Мне стало очевидно, что я забрел на ферму Селби, и теперь воочию увидел, каким унижениям и мукам подвергает несчастную женщину ее благоверный. Однако не время было думать о чужих бедах. Да и что я мог? Селби, вероятно, возвратился с пирушки, и алкогольное опьянение пробудило все худшее в его душе. Он поднял жену с постели, выгнал из дому, и, дабы избежать новых оскорблений и побоев, она была вынуждена прятаться вместе с беспомощным младенцем в амбаре. Умерить ярость обезумевшего пропойцы, утешить горемычную страдалицу, помочь ей найти выход из ее безвыходной ситуации – все это было мне не по силам. Заговорив с ней, я лишь напугаю бедняжку, сконфужу, но не смогу даровать облегчения. Под этим кровом для меня нет пристанища. Я решил просить приюта где-нибудь по соседству. Возможно, неподалеку есть еще дома. С того места, где я стоял, начиналась тропинка, которая вела за ворота, к лугу и дальше – я надеялся, что к другому жилищу, и решил немедленно это проверить.

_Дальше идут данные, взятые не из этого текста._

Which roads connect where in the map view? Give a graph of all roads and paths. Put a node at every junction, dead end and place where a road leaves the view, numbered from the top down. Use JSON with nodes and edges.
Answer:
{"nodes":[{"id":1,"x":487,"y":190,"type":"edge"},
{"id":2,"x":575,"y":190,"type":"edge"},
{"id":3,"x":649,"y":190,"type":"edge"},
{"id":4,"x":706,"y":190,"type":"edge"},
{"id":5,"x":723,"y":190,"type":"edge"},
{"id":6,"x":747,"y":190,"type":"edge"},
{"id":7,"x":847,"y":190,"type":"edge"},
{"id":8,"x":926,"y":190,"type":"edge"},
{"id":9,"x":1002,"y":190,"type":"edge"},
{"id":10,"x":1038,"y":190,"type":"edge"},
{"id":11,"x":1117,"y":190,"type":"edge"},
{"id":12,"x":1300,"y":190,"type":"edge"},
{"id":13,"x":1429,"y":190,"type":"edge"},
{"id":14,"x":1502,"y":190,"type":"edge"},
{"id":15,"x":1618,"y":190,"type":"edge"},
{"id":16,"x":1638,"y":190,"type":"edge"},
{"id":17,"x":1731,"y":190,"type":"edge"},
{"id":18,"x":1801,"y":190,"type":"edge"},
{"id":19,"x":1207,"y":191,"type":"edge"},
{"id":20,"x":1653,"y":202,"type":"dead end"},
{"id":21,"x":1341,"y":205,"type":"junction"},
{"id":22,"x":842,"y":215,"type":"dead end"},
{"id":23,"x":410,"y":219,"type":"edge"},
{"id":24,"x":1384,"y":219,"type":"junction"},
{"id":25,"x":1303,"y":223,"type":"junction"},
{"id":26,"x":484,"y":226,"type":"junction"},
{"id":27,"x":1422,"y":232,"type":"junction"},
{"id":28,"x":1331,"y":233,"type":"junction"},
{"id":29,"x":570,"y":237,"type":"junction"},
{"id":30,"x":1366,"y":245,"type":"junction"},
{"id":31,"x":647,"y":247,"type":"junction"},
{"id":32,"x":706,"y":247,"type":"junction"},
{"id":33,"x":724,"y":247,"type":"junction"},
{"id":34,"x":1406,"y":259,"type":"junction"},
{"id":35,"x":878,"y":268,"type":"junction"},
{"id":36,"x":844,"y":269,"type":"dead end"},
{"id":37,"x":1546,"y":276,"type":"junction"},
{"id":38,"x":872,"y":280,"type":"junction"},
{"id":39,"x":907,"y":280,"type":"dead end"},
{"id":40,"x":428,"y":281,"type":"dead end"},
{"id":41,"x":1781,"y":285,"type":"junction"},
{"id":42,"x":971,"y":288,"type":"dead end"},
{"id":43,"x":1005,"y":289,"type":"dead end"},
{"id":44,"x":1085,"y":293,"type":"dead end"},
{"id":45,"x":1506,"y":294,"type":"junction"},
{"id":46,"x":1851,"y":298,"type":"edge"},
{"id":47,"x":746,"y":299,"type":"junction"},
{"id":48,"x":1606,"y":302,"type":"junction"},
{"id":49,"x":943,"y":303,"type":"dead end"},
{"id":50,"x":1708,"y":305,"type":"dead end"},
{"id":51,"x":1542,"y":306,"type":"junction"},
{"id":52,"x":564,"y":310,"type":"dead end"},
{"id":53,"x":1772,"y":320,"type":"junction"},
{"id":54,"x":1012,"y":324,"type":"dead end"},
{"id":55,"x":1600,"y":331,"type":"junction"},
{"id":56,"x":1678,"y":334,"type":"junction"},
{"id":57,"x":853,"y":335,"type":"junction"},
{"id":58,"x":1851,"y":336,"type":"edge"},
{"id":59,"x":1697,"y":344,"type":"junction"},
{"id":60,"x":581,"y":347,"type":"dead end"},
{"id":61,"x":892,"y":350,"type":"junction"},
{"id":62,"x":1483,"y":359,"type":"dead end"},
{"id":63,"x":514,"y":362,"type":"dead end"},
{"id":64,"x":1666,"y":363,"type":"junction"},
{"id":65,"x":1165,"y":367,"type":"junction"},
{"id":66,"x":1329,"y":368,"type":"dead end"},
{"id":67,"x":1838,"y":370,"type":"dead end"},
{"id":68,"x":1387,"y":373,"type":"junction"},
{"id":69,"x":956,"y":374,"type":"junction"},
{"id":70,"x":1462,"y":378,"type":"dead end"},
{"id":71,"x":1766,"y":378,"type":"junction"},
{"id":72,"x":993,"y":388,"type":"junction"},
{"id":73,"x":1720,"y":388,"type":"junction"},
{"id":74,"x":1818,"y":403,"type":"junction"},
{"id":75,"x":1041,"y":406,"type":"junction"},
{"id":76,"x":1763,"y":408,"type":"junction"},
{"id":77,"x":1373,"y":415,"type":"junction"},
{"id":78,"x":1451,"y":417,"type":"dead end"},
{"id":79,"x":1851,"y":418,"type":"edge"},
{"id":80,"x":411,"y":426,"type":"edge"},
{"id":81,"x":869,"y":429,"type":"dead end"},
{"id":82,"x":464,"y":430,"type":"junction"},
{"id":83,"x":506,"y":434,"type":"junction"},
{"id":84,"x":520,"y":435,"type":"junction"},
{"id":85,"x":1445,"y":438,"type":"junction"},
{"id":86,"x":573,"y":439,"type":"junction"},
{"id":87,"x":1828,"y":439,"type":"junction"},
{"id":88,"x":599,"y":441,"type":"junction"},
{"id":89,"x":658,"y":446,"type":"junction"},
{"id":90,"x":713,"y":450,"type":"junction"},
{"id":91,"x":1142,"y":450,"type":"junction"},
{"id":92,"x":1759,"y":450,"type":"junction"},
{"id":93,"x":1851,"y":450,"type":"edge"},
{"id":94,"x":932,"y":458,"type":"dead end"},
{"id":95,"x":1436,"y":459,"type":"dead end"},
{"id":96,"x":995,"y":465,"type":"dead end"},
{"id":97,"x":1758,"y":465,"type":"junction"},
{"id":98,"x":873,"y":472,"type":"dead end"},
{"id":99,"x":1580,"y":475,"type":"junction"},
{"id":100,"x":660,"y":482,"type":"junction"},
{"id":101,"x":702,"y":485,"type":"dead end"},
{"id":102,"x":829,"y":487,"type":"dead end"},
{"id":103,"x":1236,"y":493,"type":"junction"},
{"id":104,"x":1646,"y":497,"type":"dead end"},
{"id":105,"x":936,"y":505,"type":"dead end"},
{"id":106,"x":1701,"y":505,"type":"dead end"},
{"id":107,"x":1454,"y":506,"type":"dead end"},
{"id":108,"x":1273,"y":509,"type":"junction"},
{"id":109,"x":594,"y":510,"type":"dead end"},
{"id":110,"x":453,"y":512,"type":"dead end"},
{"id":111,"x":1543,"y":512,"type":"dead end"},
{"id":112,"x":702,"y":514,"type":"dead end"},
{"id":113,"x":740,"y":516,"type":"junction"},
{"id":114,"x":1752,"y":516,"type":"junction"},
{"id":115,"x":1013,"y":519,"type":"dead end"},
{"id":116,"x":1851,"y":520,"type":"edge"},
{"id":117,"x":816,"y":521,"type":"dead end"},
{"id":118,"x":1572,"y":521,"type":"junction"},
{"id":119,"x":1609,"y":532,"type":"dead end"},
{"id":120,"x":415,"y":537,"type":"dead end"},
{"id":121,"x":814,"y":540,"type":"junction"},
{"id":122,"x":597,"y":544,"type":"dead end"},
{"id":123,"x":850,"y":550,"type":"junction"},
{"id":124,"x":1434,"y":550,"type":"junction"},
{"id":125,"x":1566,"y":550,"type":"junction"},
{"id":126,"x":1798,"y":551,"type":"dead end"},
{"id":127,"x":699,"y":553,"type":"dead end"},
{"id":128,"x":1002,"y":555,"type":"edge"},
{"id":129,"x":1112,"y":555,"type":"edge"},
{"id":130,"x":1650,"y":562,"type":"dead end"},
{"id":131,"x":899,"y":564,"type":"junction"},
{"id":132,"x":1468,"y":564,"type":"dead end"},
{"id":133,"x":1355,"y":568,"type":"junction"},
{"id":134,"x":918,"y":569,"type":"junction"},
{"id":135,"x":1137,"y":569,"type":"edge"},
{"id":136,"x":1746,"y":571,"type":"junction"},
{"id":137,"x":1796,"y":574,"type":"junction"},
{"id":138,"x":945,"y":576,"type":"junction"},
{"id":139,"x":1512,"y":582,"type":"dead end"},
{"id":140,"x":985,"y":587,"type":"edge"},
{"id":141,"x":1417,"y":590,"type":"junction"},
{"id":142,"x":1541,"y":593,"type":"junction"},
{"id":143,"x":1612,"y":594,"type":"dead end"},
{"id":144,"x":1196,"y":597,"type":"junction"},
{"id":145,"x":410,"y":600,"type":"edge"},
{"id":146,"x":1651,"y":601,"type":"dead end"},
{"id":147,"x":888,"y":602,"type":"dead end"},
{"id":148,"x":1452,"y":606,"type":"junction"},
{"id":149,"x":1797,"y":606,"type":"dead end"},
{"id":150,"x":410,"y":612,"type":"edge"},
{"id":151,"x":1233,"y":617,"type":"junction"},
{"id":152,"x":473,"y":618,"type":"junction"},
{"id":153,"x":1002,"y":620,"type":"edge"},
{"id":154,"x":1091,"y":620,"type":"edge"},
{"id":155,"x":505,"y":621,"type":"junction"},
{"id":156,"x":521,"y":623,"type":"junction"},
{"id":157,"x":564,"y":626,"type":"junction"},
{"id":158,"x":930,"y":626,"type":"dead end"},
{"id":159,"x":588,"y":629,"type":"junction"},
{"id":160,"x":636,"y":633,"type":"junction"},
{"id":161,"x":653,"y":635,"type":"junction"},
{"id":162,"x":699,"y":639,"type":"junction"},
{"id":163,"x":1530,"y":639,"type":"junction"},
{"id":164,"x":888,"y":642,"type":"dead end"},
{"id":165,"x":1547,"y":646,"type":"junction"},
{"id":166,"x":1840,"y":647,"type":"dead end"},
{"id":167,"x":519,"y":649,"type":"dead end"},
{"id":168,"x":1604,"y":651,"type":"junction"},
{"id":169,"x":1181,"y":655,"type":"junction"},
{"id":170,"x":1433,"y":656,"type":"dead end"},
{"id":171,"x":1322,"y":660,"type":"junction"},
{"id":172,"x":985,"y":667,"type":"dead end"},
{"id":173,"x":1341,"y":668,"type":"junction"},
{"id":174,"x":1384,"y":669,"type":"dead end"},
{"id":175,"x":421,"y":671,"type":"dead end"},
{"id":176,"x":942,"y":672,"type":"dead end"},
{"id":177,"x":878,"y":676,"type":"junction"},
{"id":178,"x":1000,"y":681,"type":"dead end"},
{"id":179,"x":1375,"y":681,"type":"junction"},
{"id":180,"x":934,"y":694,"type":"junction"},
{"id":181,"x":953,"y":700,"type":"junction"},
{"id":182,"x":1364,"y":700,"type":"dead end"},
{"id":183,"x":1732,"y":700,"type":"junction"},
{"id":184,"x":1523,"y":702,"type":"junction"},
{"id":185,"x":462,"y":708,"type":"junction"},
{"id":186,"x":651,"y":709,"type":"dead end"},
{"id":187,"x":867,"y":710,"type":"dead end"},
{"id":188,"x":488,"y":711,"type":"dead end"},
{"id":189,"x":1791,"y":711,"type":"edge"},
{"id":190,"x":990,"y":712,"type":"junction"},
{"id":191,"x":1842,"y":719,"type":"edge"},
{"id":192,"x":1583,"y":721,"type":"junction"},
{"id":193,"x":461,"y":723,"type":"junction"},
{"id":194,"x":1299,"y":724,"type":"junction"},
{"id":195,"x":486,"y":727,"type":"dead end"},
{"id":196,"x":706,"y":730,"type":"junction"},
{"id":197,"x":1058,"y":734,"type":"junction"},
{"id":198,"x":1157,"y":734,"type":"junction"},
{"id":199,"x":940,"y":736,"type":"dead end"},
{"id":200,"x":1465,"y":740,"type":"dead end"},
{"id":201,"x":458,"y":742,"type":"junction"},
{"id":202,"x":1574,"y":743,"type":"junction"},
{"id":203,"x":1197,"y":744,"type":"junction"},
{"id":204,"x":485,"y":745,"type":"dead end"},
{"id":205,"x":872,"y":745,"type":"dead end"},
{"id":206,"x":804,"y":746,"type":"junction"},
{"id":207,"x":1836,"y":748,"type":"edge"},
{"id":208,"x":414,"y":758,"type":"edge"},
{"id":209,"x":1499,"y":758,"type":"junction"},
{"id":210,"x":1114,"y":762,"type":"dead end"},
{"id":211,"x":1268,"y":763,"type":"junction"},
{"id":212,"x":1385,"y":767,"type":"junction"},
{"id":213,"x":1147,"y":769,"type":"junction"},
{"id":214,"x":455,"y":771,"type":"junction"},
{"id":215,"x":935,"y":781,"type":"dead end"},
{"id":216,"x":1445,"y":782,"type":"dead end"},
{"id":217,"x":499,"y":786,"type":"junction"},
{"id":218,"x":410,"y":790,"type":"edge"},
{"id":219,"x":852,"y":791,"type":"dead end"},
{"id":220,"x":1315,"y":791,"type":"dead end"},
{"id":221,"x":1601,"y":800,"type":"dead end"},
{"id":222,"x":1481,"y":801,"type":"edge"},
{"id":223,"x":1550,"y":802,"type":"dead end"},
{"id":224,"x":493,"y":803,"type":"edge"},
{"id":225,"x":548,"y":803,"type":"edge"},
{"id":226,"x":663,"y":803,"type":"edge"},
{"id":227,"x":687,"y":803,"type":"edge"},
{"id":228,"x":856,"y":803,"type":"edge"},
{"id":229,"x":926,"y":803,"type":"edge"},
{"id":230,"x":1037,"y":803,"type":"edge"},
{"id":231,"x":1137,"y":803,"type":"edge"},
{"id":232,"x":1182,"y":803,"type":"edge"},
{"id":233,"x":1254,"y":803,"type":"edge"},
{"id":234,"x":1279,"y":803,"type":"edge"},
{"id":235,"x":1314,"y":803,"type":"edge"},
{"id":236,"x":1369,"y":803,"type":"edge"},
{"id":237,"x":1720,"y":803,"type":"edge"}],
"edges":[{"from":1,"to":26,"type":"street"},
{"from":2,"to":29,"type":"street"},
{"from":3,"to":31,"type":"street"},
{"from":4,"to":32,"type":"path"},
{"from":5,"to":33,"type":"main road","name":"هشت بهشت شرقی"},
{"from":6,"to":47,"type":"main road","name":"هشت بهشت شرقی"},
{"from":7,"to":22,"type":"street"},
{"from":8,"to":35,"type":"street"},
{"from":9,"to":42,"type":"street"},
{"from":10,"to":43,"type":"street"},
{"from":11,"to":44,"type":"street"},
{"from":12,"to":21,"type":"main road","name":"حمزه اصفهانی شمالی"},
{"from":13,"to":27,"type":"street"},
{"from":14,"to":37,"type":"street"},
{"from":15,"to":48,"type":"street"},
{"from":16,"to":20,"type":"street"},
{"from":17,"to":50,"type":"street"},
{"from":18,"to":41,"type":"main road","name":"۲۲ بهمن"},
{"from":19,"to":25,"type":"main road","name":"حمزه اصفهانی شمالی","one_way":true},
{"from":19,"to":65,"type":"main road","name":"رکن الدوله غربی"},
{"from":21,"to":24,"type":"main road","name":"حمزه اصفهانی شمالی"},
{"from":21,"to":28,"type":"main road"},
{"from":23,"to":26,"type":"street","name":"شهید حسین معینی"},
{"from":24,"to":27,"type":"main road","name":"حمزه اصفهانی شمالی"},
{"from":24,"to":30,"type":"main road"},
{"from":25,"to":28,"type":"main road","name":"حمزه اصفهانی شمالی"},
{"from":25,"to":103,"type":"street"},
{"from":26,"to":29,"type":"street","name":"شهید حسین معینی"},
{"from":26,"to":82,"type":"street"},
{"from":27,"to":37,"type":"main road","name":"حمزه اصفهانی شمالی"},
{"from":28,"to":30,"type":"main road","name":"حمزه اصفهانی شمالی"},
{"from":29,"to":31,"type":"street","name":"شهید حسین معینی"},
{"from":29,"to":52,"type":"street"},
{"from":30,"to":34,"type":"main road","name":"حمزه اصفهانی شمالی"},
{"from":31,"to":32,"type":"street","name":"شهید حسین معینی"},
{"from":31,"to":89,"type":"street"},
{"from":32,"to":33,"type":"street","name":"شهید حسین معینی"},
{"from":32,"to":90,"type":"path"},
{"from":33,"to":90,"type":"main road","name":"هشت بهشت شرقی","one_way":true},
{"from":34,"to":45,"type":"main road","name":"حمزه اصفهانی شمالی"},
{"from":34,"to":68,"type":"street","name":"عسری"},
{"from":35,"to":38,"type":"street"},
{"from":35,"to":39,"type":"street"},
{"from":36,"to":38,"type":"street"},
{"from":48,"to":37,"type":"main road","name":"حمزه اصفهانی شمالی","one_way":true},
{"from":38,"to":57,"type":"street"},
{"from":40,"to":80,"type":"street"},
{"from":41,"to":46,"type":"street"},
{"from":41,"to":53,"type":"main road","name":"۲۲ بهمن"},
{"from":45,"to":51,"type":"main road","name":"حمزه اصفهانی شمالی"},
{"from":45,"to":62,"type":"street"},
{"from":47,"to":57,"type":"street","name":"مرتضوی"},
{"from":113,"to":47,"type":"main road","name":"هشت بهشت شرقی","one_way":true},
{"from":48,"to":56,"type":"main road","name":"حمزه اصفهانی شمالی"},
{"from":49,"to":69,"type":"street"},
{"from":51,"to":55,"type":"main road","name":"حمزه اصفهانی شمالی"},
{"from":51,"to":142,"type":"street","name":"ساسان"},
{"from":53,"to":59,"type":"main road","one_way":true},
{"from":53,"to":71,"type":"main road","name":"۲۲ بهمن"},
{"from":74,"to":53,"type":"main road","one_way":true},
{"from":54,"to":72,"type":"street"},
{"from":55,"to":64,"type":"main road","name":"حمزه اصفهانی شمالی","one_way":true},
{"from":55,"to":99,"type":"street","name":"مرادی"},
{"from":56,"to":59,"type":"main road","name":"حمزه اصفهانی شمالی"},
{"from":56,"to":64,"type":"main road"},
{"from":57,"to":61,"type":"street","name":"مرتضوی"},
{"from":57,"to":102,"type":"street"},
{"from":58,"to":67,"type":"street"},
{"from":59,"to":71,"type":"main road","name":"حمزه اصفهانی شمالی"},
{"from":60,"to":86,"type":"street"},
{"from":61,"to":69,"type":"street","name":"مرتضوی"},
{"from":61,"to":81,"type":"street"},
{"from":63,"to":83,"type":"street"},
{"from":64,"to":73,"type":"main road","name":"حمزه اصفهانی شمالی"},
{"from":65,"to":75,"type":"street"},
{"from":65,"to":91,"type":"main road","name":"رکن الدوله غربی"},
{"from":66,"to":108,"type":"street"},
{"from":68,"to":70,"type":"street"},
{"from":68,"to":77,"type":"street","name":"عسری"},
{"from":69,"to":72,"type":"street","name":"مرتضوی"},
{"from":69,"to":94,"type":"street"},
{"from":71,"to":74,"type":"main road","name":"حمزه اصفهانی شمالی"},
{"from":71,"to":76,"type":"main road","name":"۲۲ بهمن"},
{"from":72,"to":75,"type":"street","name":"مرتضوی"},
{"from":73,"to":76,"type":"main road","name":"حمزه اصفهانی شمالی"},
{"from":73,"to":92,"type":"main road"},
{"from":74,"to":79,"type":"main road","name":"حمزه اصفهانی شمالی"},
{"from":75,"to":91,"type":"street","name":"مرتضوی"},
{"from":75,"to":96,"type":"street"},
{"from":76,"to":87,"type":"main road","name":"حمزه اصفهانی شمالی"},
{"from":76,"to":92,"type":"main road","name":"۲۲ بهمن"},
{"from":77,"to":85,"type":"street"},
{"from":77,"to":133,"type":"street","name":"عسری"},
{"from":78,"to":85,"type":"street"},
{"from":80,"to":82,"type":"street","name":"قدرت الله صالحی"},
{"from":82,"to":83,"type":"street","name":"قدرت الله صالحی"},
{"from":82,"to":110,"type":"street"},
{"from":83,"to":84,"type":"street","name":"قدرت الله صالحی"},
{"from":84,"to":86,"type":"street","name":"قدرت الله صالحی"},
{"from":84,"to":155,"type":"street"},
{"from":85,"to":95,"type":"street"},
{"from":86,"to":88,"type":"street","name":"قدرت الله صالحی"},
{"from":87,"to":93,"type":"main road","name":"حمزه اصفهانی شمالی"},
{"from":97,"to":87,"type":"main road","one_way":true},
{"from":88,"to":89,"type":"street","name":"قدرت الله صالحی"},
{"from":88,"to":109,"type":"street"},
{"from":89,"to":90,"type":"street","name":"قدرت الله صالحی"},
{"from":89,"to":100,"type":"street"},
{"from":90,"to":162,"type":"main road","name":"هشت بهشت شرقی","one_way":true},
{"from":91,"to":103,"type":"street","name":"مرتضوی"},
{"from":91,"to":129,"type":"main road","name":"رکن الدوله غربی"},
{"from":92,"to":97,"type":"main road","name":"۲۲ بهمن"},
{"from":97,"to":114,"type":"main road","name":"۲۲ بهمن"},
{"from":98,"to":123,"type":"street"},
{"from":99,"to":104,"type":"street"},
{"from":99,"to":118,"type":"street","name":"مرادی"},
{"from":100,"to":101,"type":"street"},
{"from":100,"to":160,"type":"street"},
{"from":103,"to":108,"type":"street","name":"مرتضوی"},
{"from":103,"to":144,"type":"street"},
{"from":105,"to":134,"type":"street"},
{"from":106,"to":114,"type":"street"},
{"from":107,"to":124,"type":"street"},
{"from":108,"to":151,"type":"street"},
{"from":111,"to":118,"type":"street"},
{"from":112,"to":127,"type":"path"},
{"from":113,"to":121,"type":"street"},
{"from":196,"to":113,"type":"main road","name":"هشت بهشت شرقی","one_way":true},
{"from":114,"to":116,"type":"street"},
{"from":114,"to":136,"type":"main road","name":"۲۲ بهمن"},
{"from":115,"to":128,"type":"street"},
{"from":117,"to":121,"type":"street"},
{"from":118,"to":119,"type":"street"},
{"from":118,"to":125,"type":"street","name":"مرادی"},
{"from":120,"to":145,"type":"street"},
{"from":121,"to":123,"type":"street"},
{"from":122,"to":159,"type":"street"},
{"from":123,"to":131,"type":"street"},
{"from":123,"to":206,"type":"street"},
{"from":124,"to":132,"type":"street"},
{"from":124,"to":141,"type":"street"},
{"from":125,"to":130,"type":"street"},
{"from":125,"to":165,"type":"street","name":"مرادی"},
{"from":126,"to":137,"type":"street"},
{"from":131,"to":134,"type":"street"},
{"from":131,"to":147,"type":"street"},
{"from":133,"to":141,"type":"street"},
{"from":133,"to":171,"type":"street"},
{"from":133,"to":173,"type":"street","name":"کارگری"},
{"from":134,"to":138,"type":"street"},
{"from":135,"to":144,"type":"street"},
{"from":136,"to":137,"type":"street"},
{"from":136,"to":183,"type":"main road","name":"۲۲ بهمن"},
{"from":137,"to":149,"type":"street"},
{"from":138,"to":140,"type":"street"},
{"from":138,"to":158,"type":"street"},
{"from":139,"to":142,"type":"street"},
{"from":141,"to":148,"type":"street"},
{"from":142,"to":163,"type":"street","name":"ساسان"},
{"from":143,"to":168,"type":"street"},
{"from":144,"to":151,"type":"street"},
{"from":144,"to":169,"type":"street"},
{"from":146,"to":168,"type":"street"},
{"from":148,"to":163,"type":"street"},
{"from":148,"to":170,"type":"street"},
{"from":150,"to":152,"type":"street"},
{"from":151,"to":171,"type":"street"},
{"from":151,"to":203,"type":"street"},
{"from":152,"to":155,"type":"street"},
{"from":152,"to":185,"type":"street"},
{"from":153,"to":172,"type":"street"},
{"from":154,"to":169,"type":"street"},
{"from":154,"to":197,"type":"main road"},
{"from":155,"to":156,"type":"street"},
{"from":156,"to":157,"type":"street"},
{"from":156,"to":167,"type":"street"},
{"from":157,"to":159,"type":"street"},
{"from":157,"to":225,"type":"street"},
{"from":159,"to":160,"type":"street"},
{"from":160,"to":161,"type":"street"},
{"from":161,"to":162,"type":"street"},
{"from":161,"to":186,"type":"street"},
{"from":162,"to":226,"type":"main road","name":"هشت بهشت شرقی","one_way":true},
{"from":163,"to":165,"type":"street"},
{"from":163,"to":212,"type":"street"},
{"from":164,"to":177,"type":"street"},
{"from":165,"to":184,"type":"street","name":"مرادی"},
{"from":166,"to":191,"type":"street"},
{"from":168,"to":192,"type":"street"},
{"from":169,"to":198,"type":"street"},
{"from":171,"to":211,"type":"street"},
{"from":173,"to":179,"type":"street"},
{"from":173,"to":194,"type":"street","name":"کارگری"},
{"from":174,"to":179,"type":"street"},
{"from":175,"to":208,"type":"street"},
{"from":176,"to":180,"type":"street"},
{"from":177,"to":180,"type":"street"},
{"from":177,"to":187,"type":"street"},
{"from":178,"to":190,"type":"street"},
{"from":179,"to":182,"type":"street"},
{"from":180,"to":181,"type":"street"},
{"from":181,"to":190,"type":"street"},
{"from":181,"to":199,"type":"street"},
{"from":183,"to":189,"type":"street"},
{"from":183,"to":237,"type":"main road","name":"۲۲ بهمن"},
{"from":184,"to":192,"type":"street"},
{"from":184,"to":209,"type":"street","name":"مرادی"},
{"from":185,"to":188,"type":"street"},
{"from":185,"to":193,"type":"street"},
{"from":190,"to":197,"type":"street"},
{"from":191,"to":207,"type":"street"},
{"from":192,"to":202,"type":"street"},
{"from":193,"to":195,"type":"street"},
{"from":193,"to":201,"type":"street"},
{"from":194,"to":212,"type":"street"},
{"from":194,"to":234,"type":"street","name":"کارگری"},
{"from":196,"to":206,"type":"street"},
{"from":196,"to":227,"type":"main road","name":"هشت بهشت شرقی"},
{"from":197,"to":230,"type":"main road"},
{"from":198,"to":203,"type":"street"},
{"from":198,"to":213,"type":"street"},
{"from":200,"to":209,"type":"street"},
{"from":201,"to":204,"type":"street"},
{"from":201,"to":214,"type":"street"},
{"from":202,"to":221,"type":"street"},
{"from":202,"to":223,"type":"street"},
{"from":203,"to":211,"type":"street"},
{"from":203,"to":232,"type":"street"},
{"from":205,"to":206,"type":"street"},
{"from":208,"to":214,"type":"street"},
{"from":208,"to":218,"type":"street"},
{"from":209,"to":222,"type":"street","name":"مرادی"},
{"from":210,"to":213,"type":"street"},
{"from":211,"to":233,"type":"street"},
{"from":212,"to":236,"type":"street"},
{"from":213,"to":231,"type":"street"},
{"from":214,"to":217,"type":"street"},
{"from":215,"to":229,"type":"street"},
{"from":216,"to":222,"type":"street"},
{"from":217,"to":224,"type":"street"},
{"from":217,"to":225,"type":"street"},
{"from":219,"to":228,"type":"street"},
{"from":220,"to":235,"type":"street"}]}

При всем моем желании, удалиться бесшумно мне не удалось. Петли ворот предательски заскрипели, чего не могла не услышать прятавшаяся в амбаре женщина, и ко всем ее бедам добавились новые переживания. Но тут уж ничего нельзя было поделать. Закрыв ворота, я поспешил прочь, прилагая максимум усилий, чтобы идти достаточно быстро. Впереди, у дальнего края луга, что-то темнело поперек тропинки. При ближайшем рассмотрении это оказалось распростертое на земле, изуродованное топором тело юной девушки. Окровавленная, лишенная волос голова не оставляла сомнений в том, кто повинен в столь жестоком деянии. Значит, и сюда, в тихое захолустье добрались индейцы. Расправившись с девушкой, они, согласно их дикому обычаю, унесли с собой в качестве боевого трофея ее скальп. Опасения, посетившие меня при виде битой посуды и устроенного на полу кухни костра, подтвердились. Однако этим, похоже, ущерб и ограничивался, поскольку пьяный хозяин явно ни о чем даже не подозревал, да и мать с ребенком тоже избежали нападения. Может, что-то спугнуло краснокожих варваров, и они не успели завершить свое черное дело? Думаю, их отряд побывал тут совсем недавно, не более нескольких часов назад. Но велика ли вероятность, что они ушли восвояси и уже не вернутся? Неужели судьба снова испытывает меня, оставив одного и без оружия перед угрозой встречи с вооруженными индейцами?